Researcher joins global team to treat autoimmune disease

Dan Rich | Photo Editor
Dan Rich | Photo Editor

A researcher in the medical school has discovered that surgically removing a throat organ can treat a chronic autoimmune disease.

Henry Kaminski, the chair of the department of neurology in the School of Medicine and Health Sciences, worked with 100 trial investigators from Europe, Asia, Australia and North and South America to treat myasthenia gravis patients. The study, which was published in the New England Journal of Medicine last month, is the first to show clinical evidence that surgery is an effective way to treat those patients.

Myasthenia gravis is an autoimmune disease that affects more than 60,000 Americans and occurs when the immune system attacks the body’s own tissues, according to the National Institute of Neurological Disorders and Stroke.

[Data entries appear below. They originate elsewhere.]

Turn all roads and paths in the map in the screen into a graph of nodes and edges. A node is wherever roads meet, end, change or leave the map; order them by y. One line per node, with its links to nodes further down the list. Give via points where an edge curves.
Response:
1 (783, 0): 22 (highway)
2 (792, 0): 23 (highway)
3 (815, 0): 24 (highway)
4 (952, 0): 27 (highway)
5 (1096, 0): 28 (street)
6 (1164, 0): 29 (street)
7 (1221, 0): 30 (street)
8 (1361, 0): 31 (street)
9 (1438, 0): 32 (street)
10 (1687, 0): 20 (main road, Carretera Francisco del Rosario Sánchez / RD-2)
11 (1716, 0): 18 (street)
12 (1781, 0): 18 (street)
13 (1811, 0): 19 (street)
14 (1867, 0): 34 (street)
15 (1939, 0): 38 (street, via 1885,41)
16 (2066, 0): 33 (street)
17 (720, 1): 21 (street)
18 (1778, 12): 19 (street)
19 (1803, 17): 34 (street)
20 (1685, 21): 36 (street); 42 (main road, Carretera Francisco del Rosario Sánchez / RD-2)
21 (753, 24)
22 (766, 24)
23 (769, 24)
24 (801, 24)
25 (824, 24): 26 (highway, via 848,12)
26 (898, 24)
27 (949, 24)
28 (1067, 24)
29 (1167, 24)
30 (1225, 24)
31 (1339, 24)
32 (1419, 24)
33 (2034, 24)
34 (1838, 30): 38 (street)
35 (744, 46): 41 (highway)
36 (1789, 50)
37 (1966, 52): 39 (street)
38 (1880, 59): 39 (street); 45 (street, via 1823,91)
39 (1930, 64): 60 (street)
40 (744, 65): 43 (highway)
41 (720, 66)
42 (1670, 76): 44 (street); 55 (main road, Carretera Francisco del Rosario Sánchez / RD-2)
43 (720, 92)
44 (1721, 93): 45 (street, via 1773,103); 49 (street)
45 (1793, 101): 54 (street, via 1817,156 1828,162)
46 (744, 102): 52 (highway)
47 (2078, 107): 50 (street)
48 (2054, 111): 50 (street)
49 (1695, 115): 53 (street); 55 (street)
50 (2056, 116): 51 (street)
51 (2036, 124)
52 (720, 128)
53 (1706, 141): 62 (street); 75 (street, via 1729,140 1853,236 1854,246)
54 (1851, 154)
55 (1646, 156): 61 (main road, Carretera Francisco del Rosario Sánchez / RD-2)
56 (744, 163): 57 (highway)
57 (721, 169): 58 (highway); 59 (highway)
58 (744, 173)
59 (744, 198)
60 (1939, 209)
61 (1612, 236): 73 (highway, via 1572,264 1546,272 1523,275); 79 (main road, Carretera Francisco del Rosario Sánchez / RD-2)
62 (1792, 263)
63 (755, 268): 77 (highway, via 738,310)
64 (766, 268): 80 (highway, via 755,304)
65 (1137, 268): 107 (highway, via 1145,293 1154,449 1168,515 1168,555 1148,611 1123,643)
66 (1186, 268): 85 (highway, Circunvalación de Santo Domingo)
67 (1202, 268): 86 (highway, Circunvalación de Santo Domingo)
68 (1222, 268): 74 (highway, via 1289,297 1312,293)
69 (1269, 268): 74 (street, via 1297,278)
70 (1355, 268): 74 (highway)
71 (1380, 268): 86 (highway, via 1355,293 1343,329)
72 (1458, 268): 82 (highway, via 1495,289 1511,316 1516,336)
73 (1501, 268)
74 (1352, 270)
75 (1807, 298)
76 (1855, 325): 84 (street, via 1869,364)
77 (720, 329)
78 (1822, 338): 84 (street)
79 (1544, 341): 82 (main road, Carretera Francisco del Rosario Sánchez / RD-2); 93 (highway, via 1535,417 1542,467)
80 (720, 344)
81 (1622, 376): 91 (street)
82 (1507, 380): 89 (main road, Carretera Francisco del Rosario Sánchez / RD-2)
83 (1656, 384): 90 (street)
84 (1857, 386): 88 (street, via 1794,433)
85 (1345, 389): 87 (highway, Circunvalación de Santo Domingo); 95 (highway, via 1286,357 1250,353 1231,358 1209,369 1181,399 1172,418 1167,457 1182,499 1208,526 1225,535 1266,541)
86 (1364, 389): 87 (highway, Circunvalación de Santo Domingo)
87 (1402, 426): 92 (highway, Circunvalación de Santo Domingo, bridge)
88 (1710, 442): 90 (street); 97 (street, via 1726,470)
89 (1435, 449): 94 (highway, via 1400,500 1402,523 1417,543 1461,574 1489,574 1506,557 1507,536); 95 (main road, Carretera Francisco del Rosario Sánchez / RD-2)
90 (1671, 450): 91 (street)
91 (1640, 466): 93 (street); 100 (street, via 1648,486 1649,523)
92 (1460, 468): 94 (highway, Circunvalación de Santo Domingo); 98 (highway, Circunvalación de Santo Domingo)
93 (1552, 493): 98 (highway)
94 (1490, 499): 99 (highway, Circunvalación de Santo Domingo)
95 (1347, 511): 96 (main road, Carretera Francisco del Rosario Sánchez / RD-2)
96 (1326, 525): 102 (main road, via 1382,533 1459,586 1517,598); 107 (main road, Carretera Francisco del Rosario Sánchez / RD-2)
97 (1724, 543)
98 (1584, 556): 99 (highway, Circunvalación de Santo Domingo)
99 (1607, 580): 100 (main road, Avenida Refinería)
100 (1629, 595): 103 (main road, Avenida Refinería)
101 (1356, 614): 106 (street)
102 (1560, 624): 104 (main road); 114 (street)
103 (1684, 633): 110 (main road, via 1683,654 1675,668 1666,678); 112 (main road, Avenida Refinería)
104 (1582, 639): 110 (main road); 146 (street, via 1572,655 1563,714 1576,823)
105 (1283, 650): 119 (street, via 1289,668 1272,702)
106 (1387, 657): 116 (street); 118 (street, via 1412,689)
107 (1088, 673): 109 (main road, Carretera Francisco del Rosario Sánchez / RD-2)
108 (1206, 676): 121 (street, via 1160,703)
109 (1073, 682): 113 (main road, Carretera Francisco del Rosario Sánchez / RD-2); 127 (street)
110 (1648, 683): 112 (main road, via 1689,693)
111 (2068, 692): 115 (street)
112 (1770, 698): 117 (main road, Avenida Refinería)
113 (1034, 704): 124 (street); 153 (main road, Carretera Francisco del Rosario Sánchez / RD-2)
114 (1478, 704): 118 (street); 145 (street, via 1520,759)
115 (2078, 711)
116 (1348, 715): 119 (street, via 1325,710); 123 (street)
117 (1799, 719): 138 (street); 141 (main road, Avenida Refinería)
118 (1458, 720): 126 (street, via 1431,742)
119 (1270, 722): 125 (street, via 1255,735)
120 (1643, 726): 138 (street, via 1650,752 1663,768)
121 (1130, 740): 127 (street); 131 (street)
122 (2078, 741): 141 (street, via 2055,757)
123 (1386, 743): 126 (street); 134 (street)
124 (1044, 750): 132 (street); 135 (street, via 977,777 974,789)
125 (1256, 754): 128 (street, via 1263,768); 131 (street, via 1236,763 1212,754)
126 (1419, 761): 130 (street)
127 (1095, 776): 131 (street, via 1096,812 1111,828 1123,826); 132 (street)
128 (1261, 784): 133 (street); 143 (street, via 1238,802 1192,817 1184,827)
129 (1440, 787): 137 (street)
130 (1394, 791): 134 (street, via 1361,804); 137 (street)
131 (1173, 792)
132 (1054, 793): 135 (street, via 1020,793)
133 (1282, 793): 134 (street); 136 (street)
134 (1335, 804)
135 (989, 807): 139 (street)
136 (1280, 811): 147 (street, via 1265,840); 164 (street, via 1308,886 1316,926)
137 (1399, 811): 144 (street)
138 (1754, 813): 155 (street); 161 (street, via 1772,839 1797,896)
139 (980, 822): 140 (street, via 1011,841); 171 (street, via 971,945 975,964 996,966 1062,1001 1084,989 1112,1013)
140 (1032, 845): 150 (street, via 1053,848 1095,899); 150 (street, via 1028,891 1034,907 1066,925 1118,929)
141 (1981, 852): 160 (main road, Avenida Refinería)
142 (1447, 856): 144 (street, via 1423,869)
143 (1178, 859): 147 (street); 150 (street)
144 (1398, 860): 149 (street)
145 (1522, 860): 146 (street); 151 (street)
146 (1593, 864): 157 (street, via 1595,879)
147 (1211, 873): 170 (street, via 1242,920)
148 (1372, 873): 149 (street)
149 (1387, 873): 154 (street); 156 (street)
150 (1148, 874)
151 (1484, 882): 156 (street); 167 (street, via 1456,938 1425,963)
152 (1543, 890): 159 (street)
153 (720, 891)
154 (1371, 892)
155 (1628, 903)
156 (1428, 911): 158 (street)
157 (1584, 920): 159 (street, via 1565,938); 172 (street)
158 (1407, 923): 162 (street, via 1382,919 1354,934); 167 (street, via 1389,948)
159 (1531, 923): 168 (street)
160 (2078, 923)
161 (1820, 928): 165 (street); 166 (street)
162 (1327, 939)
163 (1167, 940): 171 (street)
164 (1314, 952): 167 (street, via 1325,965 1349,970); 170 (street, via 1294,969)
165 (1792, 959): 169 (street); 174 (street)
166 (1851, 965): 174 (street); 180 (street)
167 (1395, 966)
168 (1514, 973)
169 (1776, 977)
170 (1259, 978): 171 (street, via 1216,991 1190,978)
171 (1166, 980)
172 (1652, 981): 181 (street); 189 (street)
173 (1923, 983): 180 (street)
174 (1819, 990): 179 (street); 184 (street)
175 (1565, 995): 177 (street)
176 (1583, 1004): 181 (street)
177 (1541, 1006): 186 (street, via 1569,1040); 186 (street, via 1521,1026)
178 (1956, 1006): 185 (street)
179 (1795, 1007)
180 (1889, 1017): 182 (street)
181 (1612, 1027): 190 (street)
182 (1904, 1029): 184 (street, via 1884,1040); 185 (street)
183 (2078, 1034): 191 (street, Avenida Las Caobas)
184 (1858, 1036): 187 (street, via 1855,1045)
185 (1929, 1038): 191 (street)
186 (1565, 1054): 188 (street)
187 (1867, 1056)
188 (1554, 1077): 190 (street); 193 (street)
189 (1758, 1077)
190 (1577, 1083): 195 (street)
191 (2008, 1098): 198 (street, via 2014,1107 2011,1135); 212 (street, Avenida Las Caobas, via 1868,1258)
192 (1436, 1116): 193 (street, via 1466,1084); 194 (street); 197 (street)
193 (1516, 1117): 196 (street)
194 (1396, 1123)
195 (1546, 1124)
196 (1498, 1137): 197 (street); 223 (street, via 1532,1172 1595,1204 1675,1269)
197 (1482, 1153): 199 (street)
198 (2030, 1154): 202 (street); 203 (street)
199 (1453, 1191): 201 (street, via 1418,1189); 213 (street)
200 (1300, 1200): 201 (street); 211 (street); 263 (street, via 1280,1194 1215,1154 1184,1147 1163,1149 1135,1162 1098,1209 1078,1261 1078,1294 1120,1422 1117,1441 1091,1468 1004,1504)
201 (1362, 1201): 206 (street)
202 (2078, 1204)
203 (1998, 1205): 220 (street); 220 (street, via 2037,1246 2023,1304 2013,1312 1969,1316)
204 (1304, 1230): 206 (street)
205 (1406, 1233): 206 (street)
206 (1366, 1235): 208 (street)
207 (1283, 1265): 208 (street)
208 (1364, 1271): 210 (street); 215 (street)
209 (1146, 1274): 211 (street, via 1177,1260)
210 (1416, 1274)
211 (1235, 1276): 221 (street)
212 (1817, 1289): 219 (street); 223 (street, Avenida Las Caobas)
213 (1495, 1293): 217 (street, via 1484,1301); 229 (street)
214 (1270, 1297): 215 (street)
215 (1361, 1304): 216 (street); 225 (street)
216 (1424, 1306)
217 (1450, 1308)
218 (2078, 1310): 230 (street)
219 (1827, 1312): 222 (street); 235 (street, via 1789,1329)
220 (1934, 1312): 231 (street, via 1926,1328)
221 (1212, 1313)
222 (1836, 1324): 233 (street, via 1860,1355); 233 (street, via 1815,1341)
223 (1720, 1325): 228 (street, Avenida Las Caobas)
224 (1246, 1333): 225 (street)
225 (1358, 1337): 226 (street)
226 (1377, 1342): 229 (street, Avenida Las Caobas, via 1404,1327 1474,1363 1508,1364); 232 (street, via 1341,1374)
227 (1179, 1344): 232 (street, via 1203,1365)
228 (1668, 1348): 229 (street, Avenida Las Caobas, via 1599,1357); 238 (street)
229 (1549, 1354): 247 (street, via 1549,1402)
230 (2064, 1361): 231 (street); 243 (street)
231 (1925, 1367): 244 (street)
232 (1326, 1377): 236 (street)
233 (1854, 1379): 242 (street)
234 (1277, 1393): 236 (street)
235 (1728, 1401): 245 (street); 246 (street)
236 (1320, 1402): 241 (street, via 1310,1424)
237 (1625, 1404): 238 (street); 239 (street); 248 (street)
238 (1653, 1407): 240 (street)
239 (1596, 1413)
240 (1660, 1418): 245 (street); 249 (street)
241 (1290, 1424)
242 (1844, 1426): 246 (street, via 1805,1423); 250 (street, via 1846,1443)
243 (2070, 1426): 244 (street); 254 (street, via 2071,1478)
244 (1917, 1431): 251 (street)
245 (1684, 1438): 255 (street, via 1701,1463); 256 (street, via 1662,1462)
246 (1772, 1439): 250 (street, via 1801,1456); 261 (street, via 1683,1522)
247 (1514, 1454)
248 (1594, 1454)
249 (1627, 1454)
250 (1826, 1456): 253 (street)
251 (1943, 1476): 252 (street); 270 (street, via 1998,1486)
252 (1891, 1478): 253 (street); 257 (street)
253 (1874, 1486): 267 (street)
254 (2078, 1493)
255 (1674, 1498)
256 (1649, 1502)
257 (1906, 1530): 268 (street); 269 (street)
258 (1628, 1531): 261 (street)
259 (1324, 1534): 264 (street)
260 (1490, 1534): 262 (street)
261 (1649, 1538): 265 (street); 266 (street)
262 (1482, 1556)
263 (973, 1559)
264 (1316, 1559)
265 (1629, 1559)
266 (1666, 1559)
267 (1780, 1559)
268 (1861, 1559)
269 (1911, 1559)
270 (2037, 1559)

Neurologists and surgeons worked together with 126 patients at 67 centers in 18 countries to complete the study. Kaminski said each patient was randomly selected to receive the surgery, called a thymectomy, to determine if it would be effective.

“Over one hundred investigators from around the world agreed to a specific research protocol to treat patients,” Kaminski said. “The question to be answered is whether thymectomy patients was helpful.”

A thymectomy, or an operation to remove a gland in the throat, has been used for the past 70 years to treat myasthenia gravis but was controversial in its benefit to patients, Kaminski said. The study determined that the surgery reduced patients’ weakness, their need for immunosuppressive drugs and the number of times they were hospitalized, he said.

Researchers began developing the clinical trial in 2000, and they received a $5 million grant from the National Institutes of Health in 2007 to continue their work.

Kaminski said his interest in the autoimmune disease started 25 years ago when his mentor at a fellowship asked him to write a paper about how eye muscle movement relates to the disease.

“From that odd question, everything blossomed and now I have spent 25 years treating patients, doing basic research, drug development and this major clinical trial,” Kaminski said.

The researchers are now performing studies to determine which gene groups could help identify signs of the disease to tailor therapies and treatments, he said.

“We collected biological samples from patients during the course of the study,” Kaminski said. “We intend to identify markers that may predict benefit to ultimately tailor therapies better.”

GW is housing a collection of samples from the study, he said.

Gil Wolfe, the first author on the study and chair of the department of neurology at the University at Buffalo School of Medicine and Biomedical Sciences, said that electronic registries for data, email and electronic communication made organizing and communicating with researchers across the globe manageable.

This research project was a unique team effort because it involved urologists, surgeons and pathologists all working together from around the globe, Wolfe said.

“With the active involvement, recruitment and analysis lasting basically a decade, we had to have the patients stick with us, the investigators around the world stick with us and the funding agencies stick with us,” Wolfe said. “And in the end we were really able to answer a question that persisted for a half century or longer.”